I looked at the Go implementation of this in "tagged pointers" [0]
The amount of data that can be used for the tag is architecture-dependant, and the routine discards any tag bits that don't fit into the tagged pointer without telling the caller.
To me, this seems ridiculous - why not just use a struct with a tag and a pointer, and not run the risk of your tag being destroyed without you knowing because the architecture can't fit that many bits?
But the Go folks are smart, and must be doing this for a reason. Can anyone explain the thinking here?
There are a lot of data structures where doubling the size of the struct would be a big deal. I've worked on big graphs, where I used similar tricks, because most of the storage of a graph is pointers, and limits of what can be quickly computed are bound by how much of the graph you can get in memory.
There's a trick here I hadn't noticed. Good times.
If the plan is 8 byte aligned data and use the three low bits for other stuff, you mask them off before loads/stores. An alternative is to use the high three bits, store the pointer/8, and multiply by 8 to retrieve.
That's appealing on x64 because memory operations can include a *8 in the encoding.
Specifically, I've long wondered whether the pointer masking tricks mess up prefetch/speculation. It seems plausible that making the dereference look more like a normal memory operation is helpful for that.
(It also means the low-alignment-bits and high-unused-bits can be considered contiguous modulo the *8 on decode which is probably less annoying when using both ranges)
I also believe that when masking the bits off before loads/stores, you need to set them to the same value of the highest used bit (bit 47 or bit 56), while this often is 0, it’s not necessarily the case.

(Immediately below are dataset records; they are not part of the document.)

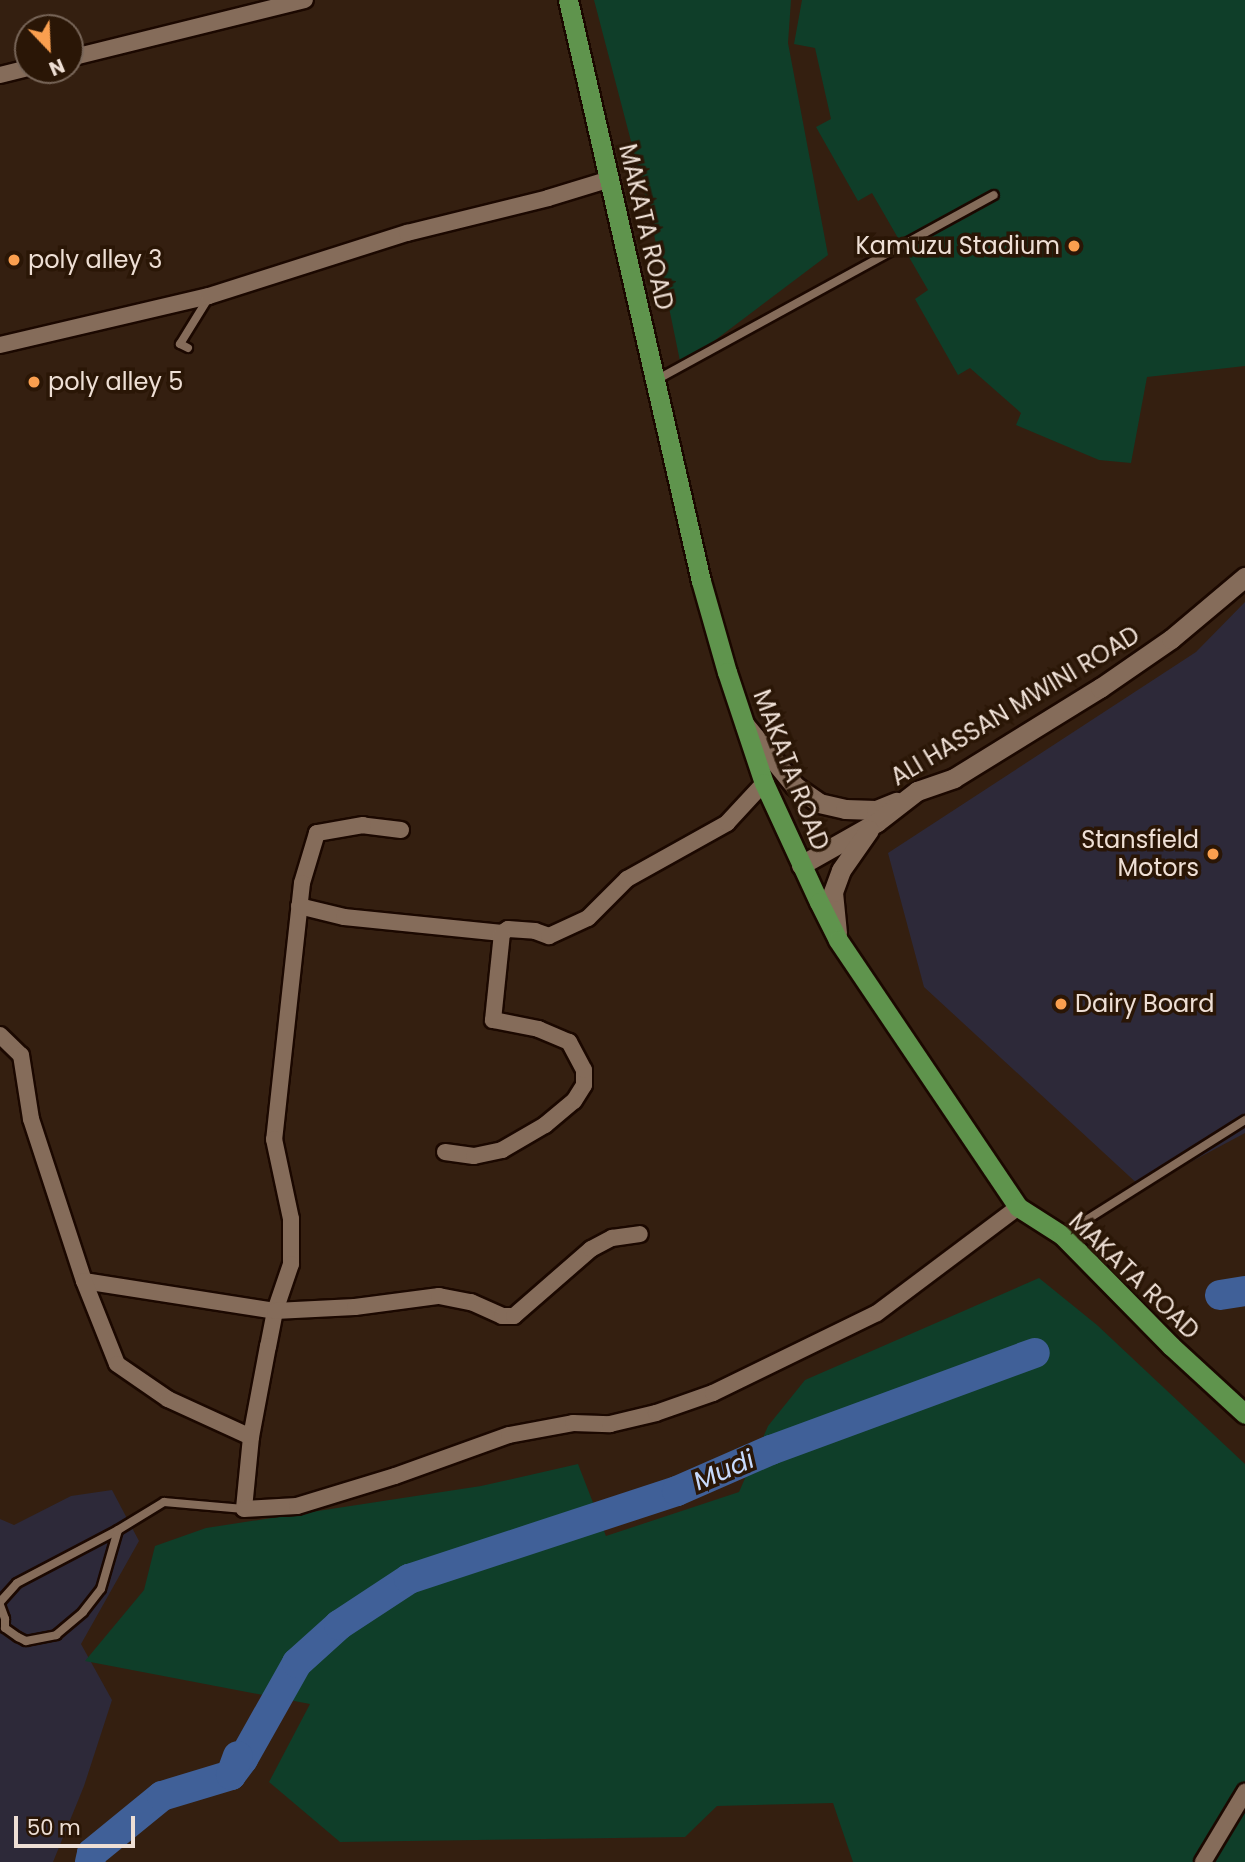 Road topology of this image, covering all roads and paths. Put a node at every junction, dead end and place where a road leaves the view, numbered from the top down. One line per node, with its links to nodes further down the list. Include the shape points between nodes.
1 (305, 0): 3 (street)
2 (568, 0): 4 (main road, MAKATA ROAD)
3 (84, 55)
4 (610, 179): 6 (street, via 407,233); 9 (main road, MAKATA ROAD)
5 (994, 195): 9 (lane)
6 (209, 296): 7 (street); 8 (lane, via 180,344)
7 (0, 345)
8 (188, 348)
9 (656, 380): 11 (main road, MAKATA ROAD, via 701,581)
10 (1245, 577): 13 (main road, ALI HASSAN MWINI ROAD, via 1171,639 1100,688 954,778)
11 (745, 724): 12 (main road, MAKATA ROAD); 13 (main road, via 795,786 819,803 876,810)
12 (764, 783): 16 (main road, MAKATA ROAD); 18 (street, via 727,823 627,879 588,918 549,936 508,929)
13 (917, 791): 14 (main road, ALI HASSAN MWINI ROAD)
14 (877, 822): 16 (main road, ALI HASSAN MWINI ROAD); 19 (main road, via 847,860 833,892)
15 (401, 830): 17 (street, via 363,825 317,833)
16 (801, 865): 19 (main road, MAKATA ROAD)
17 (299, 906): 18 (street, via 344,916); 27 (street, via 274,1139 293,1241 291,1264)
18 (502, 933): 22 (street, via 494,1020 539,1029 569,1042 584,1070 584,1085 574,1101 545,1125 502,1150 474,1156)
19 (838, 940): 23 (main road, MAKATA ROAD)
20 (0, 1034): 26 (street, via 21,1055 31,1119)
21 (1245, 1120): 25 (lane)
22 (445, 1152)
23 (1018, 1207): 25 (main road, MAKATA ROAD); 30 (street, via 877,1313 713,1394 610,1424 573,1423 509,1435 297,1506)
24 (640, 1234): 27 (street, via 612,1238 591,1249 514,1316 439,1296)
25 (1062, 1236): 28 (main road, MAKATA ROAD)
26 (84, 1281): 27 (street); 29 (street, via 117,1364 168,1399)
27 (275, 1311): 29 (street)
28 (1245, 1413)
29 (251, 1437): 30 (street)
30 (244, 1509): 31 (lane, via 163,1502)
31 (118, 1531): 32 (lane, via 17,1583); 33 (lane, via 101,1589 83,1612 56,1634 26,1641)
32 (0, 1604): 33 (lane)
33 (3, 1622)
34 (1245, 1792): 35 (street)
35 (1203, 1862) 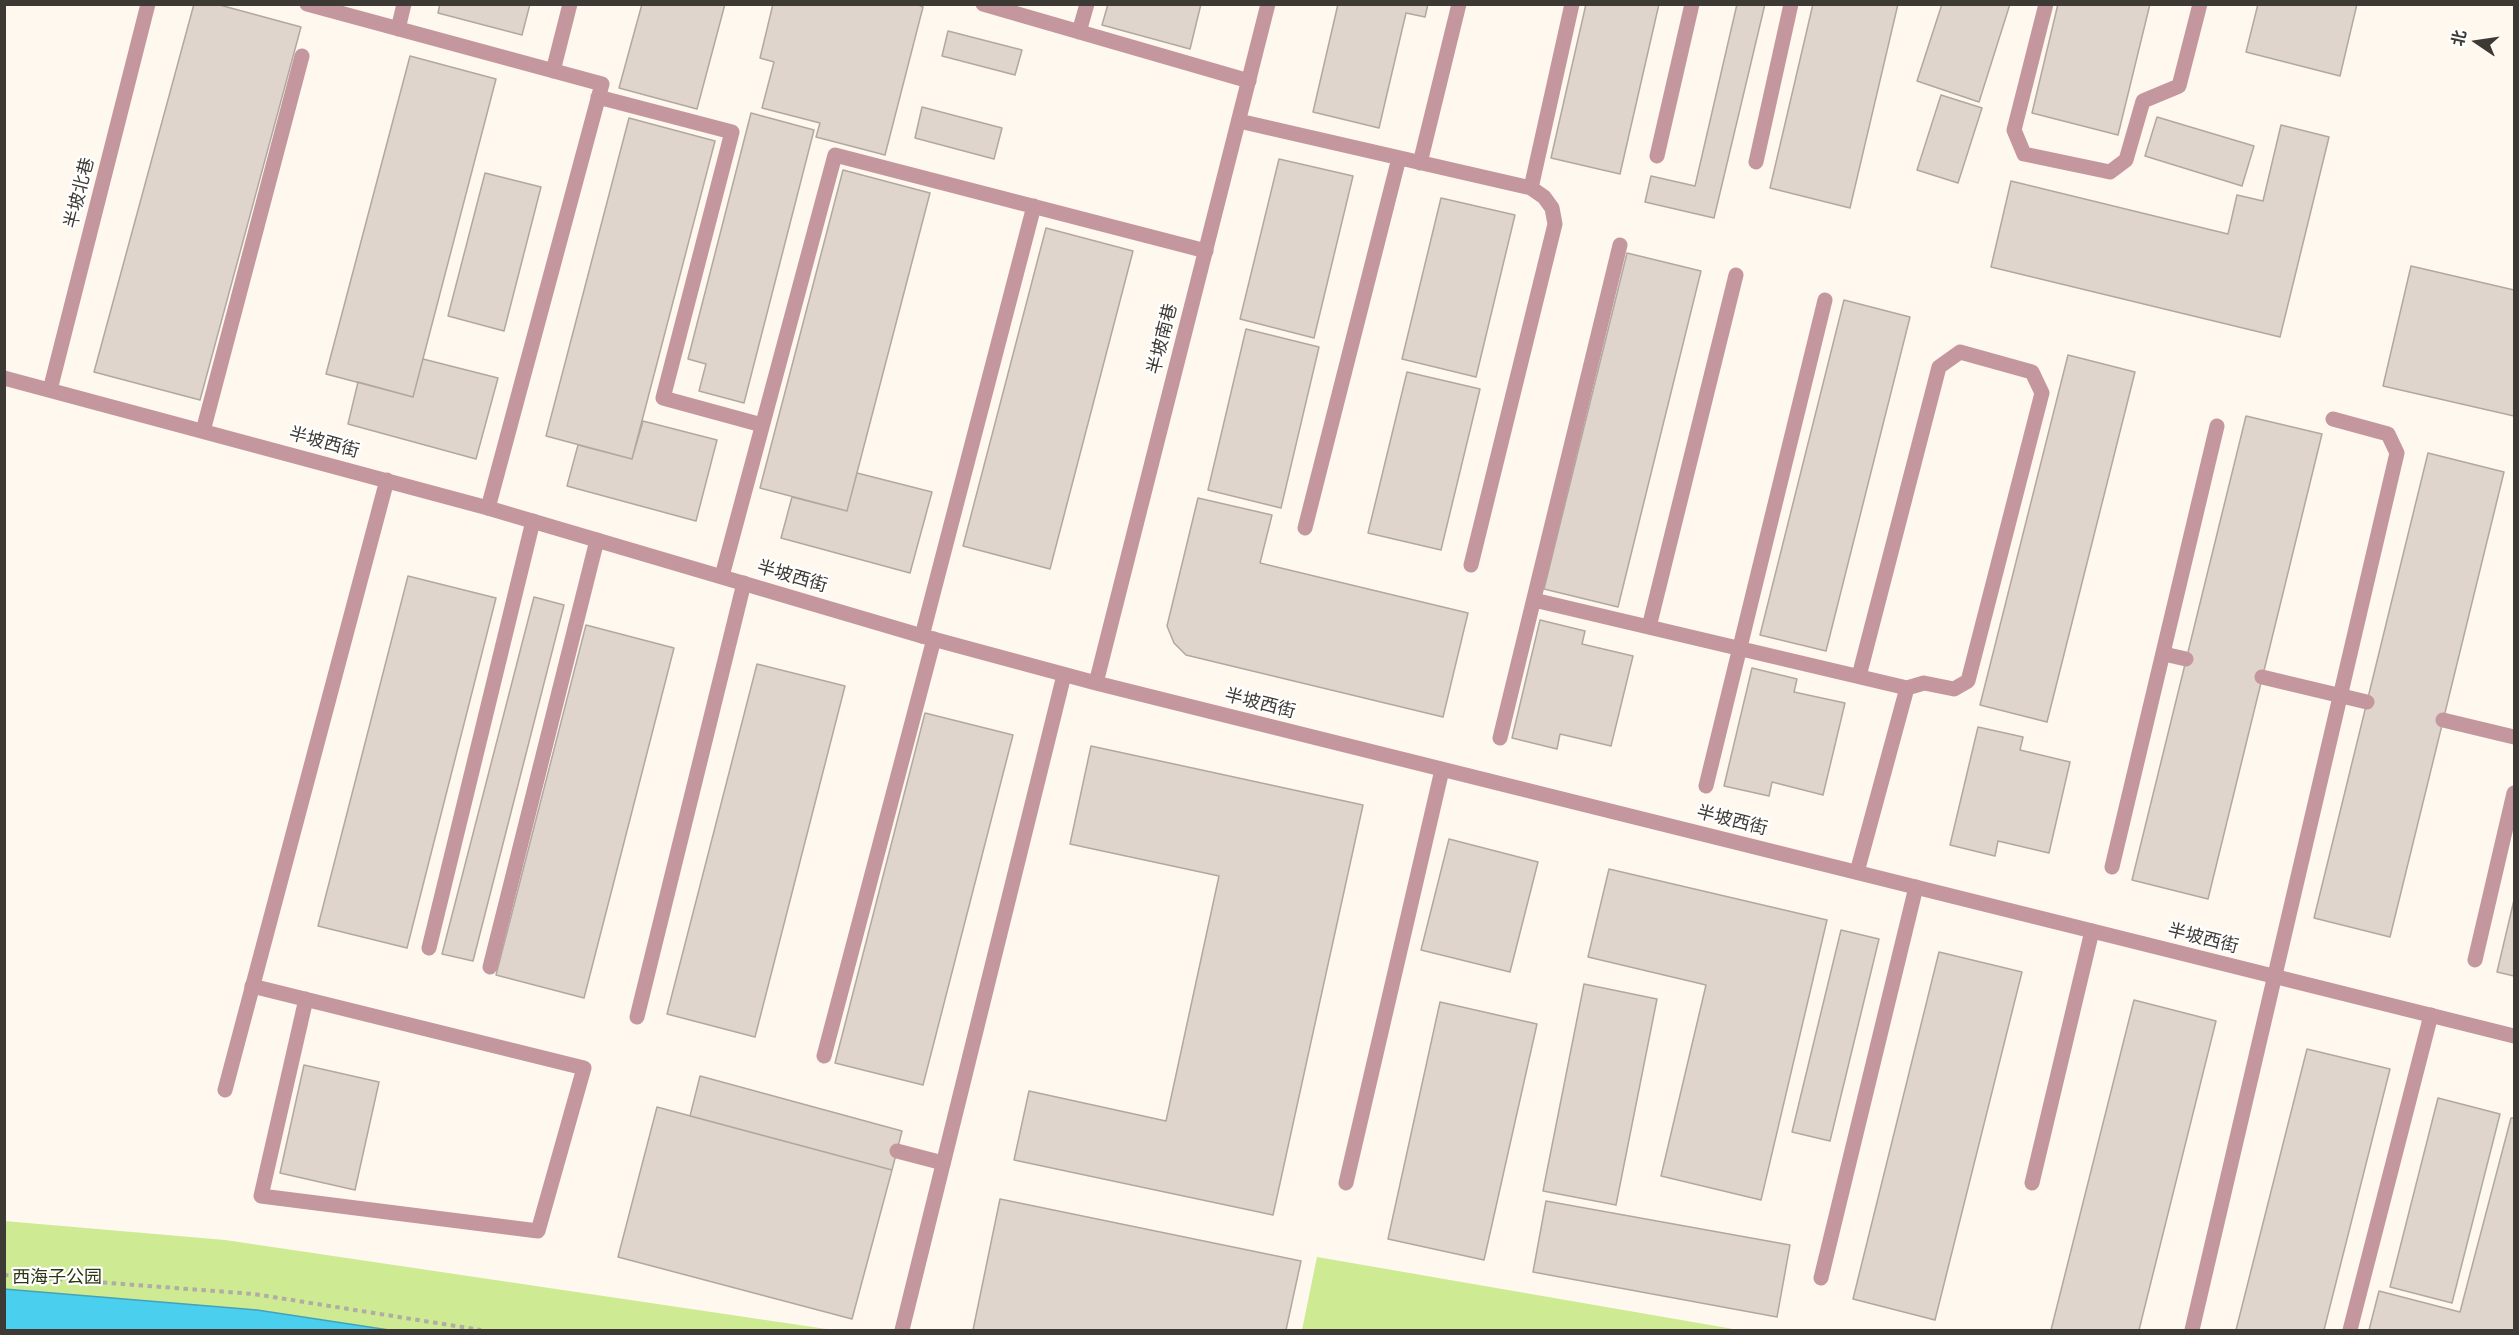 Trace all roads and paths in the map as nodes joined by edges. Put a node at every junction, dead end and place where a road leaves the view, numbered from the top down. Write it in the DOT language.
graph roads {
  1 [pos="148,4"];
  2 [pos="307,4"];
  3 [pos="404,4"];
  4 [pos="570,4"];
  5 [pos="983,4"];
  6 [pos="1087,4"];
  7 [pos="1268,4"];
  8 [pos="1459,4"];
  9 [pos="1572,4"];
  10 [pos="1692,4"];
  11 [pos="1791,4"];
  12 [pos="2046,4"];
  13 [pos="2200,4"];
  14 [pos="1003,7"];
  15 [pos="398,29"];
  16 [pos="1079,32"];
  17 [pos="302,56"];
  18 [pos="553,71"];
  19 [pos="1249,81"];
  20 [pos="598,97"];
  21 [pos="1239,121"];
  22 [pos="1657,156"];
  23 [pos="1398,158"];
  24 [pos="1756,162"];
  25 [pos="1420,163"];
  26 [pos="1531,188"];
  27 [pos="1034,207"];
  28 [pos="1620,245"];
  29 [pos="1206,251"];
  30 [pos="1736,275"];
  31 [pos="1825,300"];
  32 [pos="4,378"];
  33 [pos="50,390"];
  34 [pos="2333,419"];
  35 [pos="762,425"];
  36 [pos="2217,426"];
  37 [pos="203,431"];
  38 [pos="387,480"];
  39 [pos="488,508"];
  40 [pos="533,521"];
  41 [pos="1305,528"];
  42 [pos="597,540"];
  43 [pos="1470,565"];
  44 [pos="722,576"];
  45 [pos="744,583"];
  46 [pos="1534,600"];
  47 [pos="1649,627"];
  48 [pos="928,637"];
  49 [pos="1739,648"];
  50 [pos="2164,654"];
  51 [pos="2186,659"];
  52 [pos="1064,675"];
  53 [pos="1858,676"];
  54 [pos="2262,677"];
  55 [pos="1096,683"];
  56 [pos="1907,688"];
  57 [pos="2340,695"];
  58 [pos="2367,702"];
  59 [pos="2443,720"];
  60 [pos="2514,737"];
  61 [pos="1500,738"];
  62 [pos="1442,770"];
  63 [pos="1706,786"];
  64 [pos="2514,794"];
  65 [pos="2112,867"];
  66 [pos="1857,873"];
  67 [pos="1916,887"];
  68 [pos="2092,931"];
  69 [pos="429,948"];
  70 [pos="2475,960"];
  71 [pos="490,967"];
  72 [pos="2275,977"];
  73 [pos="252,986"];
  74 [pos="306,999"];
  75 [pos="2431,1015"];
  76 [pos="637,1017"];
  77 [pos="2514,1036"];
  78 [pos="824,1056"];
  79 [pos="225,1090"];
  80 [pos="897,1151"];
  81 [pos="943,1163"];
  82 [pos="1346,1183"];
  83 [pos="2032,1183"];
  84 [pos="4,1275"];
  85 [pos="1821,1278"];
  86 [pos="481,1330"];
  87 [pos="902,1330"];
  88 [pos="2192,1330"];
  89 [pos="2350,1330"];
  1 -- 33 [label="street, 半坡北巷"];
  2 -- 15 [label="street"];
  3 -- 15 [label="street"];
  4 -- 18 [label="street"];
  5 -- 14 [label="street"];
  6 -- 16 [label="street"];
  7 -- 19 [label="street, 半坡南巷"];
  8 -- 25 [label="street"];
  9 -- 26 [label="street"];
  10 -- 22 [label="street"];
  11 -- 24 [label="street"];
  12 -- 13 [label="street"];
  14 -- 16 [label="street"];
  15 -- 18 [label="street"];
  16 -- 19 [label="street"];
  17 -- 37 [label="street"];
  18 -- 20 [label="street"];
  19 -- 21 [label="street, 半坡南巷"];
  20 -- 35 [label="street"];
  20 -- 39 [label="street"];
  21 -- 23 [label="street"];
  21 -- 29 [label="street, 半坡南巷"];
  23 -- 25 [label="street"];
  23 -- 41 [label="street"];
  25 -- 26 [label="street"];
  26 -- 43 [label="street"];
  27 -- 29 [label="street"];
  27 -- 35 [label="street"];
  27 -- 48 [label="street"];
  28 -- 46 [label="street"];
  29 -- 55 [label="street, 半坡南巷"];
  30 -- 47 [label="street"];
  31 -- 49 [label="street"];
  32 -- 33 [label="street, 半坡西街"];
  33 -- 37 [label="street, 半坡西街"];
  34 -- 57 [label="street"];
  35 -- 44 [label="street"];
  36 -- 50 [label="street"];
  37 -- 38 [label="street, 半坡西街"];
  38 -- 39 [label="street, 半坡西街"];
  38 -- 73 [label="street"];
  39 -- 40 [label="street, 半坡西街"];
  40 -- 42 [label="street, 半坡西街"];
  40 -- 69 [label="street"];
  42 -- 44 [label="street, 半坡西街"];
  42 -- 71 [label="street"];
  44 -- 45 [label="street, 半坡西街"];
  45 -- 48 [label="street, 半坡西街"];
  45 -- 76 [label="street"];
  46 -- 47 [label="street"];
  46 -- 61 [label="street"];
  47 -- 49 [label="street"];
  48 -- 52 [label="street, 半坡西街"];
  48 -- 78 [label="street"];
  49 -- 53 [label="street"];
  49 -- 63 [label="street"];
  50 -- 51 [label="street"];
  50 -- 65 [label="street"];
  52 -- 55 [label="street, 半坡西街"];
  52 -- 81 [label="street"];
  53 -- 56 [label="street"];
  53 -- 56 [label="street"];
  54 -- 57 [label="street"];
  55 -- 62 [label="street, 半坡西街"];
  56 -- 66 [label="street"];
  57 -- 58 [label="street"];
  57 -- 72 [label="street"];
  59 -- 60 [label="street"];
  62 -- 66 [label="street, 半坡西街"];
  62 -- 82 [label="street"];
  64 -- 70 [label="street"];
  66 -- 67 [label="street, 半坡西街"];
  67 -- 68 [label="street, 半坡西街"];
  67 -- 85 [label="street"];
  68 -- 72 [label="street, 半坡西街"];
  68 -- 83 [label="street"];
  72 -- 75 [label="street, 半坡西街"];
  72 -- 88 [label="street"];
  73 -- 74 [label="street"];
  73 -- 79 [label="street"];
  74 -- 74 [label="street"];
  75 -- 77 [label="street, 半坡西街"];
  75 -- 89 [label="street"];
  80 -- 81 [label="street"];
  81 -- 87 [label="street"];
  84 -- 86 [label="path"];
}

Something to be aware of.
It's really unfortunate that all of the mainstream OSes run userspace in the lower portions of the address space.
Setting the most-significant 13 bits (really, setting the second to 12th bits and at least one of the following bits) of an IEEE-754 float will result in a NaN bit pattern. That means that any pointer to the top 2 petabytes of a 64-bit address space, if cast to an IEEE-754 double will be NaN. This means the NaN-boxing used in Safari and Firefox's JavaScript engines, LuaJIT, etc. would be no-ops. (Safari and Firefox use different mechanisms, but they'd become the same if moved to the top of the address space.)
It's not enough of a performance difference to re-jigger everything in mainstream OSes, but I imagine if someone were to come up with a unikernel/exokernel OS specifically for JITing some dynamic language, there's some performance to be had by having all of the dynamic language objects in the upper 2 petabytes of the address space.
Very old Macs used this trick to squeeze their ROM routines down a bit, operating with 24 bit addressing and using the top bits for flags and whatnot. Of course they ran into trouble when machines with 16MB of memory started appearing. If you do this you might be making more work for yourself in the future when you buy a new machine with 256EB of main memory.
What’s old is new again: IBM 360 architecture also only used 24 bits for addresses back in the 1960s, so you could stuff data in the upper byte of pointers. Eventually, programs had to declare themselves to be in “Extended Mode” if they wanted to get access to 31-bit addressing instead.
I'm guessing the problem occurred specifically with CPUs newer than the 68000 irrespective of amount of RAM?
(Microsoft's) Amiga Basic also did this and stopped working on newer CPUs, as the 68000 only has 24 address lines and ignores the top 8 bits of a 32 bit address, but 68020 and up uses all 32 (I don't remember about the 68010, but that was pin compatible with the 68000 so I'm guessing not)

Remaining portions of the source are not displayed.